I would seriously go and visit any other schools that are feasible. Find one that has procedures already in place and a decent senco that knows what they are doing.

sublimelime Wed 06-Nov-13 19:52:14

MrsLoiusTheroux You are wrong. TAs and teachers can, as in they are allowed to clean up soiled children, legally. Teachers cannot be expected to. TAs can be expected to if it is within their job description. All schools have a Duty of Care to children which includes not leaving them in soiled clothing. Schools should also have a continence policy.

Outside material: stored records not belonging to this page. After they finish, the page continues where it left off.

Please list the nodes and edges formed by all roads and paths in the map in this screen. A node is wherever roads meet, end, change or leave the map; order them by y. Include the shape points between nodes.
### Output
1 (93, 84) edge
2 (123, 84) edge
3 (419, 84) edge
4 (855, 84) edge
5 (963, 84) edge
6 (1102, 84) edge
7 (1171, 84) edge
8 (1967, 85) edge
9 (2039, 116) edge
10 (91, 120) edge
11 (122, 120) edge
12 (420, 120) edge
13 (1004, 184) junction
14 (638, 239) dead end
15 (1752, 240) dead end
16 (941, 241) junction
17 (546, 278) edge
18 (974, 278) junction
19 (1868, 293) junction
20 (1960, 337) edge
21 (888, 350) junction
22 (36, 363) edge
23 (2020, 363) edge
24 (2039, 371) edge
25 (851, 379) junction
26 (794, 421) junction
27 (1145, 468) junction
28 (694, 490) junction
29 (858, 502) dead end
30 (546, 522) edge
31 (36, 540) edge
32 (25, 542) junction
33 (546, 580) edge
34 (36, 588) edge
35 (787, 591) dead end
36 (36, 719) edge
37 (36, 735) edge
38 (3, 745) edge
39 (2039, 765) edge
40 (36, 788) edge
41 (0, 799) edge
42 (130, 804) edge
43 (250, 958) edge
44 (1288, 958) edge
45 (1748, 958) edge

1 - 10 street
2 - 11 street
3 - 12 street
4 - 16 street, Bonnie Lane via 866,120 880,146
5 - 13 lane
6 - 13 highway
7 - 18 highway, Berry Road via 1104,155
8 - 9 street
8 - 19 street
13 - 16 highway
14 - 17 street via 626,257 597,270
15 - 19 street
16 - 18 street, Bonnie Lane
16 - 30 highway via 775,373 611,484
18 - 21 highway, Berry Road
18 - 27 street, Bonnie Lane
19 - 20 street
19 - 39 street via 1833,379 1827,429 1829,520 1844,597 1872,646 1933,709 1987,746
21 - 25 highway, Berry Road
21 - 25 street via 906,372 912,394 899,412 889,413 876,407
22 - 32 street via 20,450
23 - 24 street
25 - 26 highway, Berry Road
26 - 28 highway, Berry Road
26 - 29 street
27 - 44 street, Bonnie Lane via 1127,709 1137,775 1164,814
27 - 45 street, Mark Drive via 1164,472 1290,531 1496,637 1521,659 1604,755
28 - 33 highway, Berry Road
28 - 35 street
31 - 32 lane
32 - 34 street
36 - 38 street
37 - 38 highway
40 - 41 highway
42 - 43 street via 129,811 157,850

mrsjay Wed 06-Nov-13 19:56:27

HI i think you need to make an appointment with the school and the Sen department for a care plan for your son asap especially if he is going to be on a lot of movicol inci wouldnt send him to school if you have to increase the movicol up to 12 sachets which he will just poo non stop , also phone up your local authority and ask to speak to somebody who deals with children with special needs (they are called different for different areas) your son wont be sent out alone and I think if he is distrupting the class then perhaps him going out is the best for him and the whole class, I hope it works out for you but i do think you need to go higher especially if he might have sen of any kind

WooWooOwl Wed 06-Nov-13 19:57:09

It sounds like the bigger problem is the behaviour from what OP has said. She says the toileting accidents are infrequent at school now, although I realise that movicol might change that.

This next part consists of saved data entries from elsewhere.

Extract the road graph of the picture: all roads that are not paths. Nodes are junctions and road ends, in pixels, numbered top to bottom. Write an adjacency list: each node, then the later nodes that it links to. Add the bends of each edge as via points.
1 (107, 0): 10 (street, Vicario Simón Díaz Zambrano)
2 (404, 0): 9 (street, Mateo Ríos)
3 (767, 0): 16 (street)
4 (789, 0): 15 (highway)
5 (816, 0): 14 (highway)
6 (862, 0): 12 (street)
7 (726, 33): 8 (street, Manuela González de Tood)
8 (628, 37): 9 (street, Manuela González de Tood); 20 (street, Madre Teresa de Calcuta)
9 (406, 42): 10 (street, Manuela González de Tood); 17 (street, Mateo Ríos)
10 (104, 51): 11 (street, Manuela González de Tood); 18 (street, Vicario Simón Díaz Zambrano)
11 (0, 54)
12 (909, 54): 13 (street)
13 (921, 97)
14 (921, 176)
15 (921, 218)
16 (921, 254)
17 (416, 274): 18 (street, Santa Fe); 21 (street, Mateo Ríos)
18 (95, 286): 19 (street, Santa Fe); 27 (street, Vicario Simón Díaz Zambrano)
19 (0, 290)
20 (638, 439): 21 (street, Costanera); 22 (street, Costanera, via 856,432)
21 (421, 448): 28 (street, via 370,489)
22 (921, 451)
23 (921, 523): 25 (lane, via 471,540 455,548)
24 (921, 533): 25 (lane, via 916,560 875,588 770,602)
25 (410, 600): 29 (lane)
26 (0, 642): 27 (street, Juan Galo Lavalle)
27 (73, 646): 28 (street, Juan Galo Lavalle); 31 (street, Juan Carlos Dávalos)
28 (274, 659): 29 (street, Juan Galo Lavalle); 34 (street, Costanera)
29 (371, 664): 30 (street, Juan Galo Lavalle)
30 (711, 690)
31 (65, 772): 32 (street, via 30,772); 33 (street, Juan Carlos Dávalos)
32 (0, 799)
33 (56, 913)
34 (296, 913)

mrsjay Wed 06-Nov-13 20:14:14

yes I did mean get a care plan for al his needs maybe not how it came across , his needs are not being met really are they which is such a shame he is only 4,

Kyrptonite Wed 06-Nov-13 20:21:18

Thank you.
I've sent an email to the school outlining the pooing issue and including his consultants phone number. I've also mentioned that I would be interested in knowing their behaviour strategies for DS as he claims to be sent out or excluded and that seems to go against the ethos of the EYFS. I did say I realise 4 year olds have a loose grasp of the truth
I put in the email that I was aware that schools can apply for two terms of support without a statement and asked if they were willing to do this or if I would need to find a school that meets DS's needs.

I know email isn't ideal but they are so rushed in the mornings and we aren't supposed to walk the kids to their classrooms but leave them at the school door so I rarely see his teacher. This way it gives them a chance to have a think rather than me charging in there and putting them on the spot!

mrsjay Wed 06-Nov-13 20:27:28

the email is the first step I think it is a better idea like you said the morning isn't the best time hope they get back to you quicker, I never undertsnad the statement needed fo X Y Z in scotland they dont need a statement for extra help at school it is a different system, anyway I am rambling on I hope they get back to you and do take care of the movicol I take it and trying to get it right is a hit and miss

Kyrptonite Wed 06-Nov-13 21:27:54

I'm also going to contact the council tomorrow and speak to someone and I will make a list of potential new schools.

TrumptonVandal Wed 06-Nov-13 21:45:53

Your poor boy. sad And poor you! Am watching this thread with interest as we are going through similar.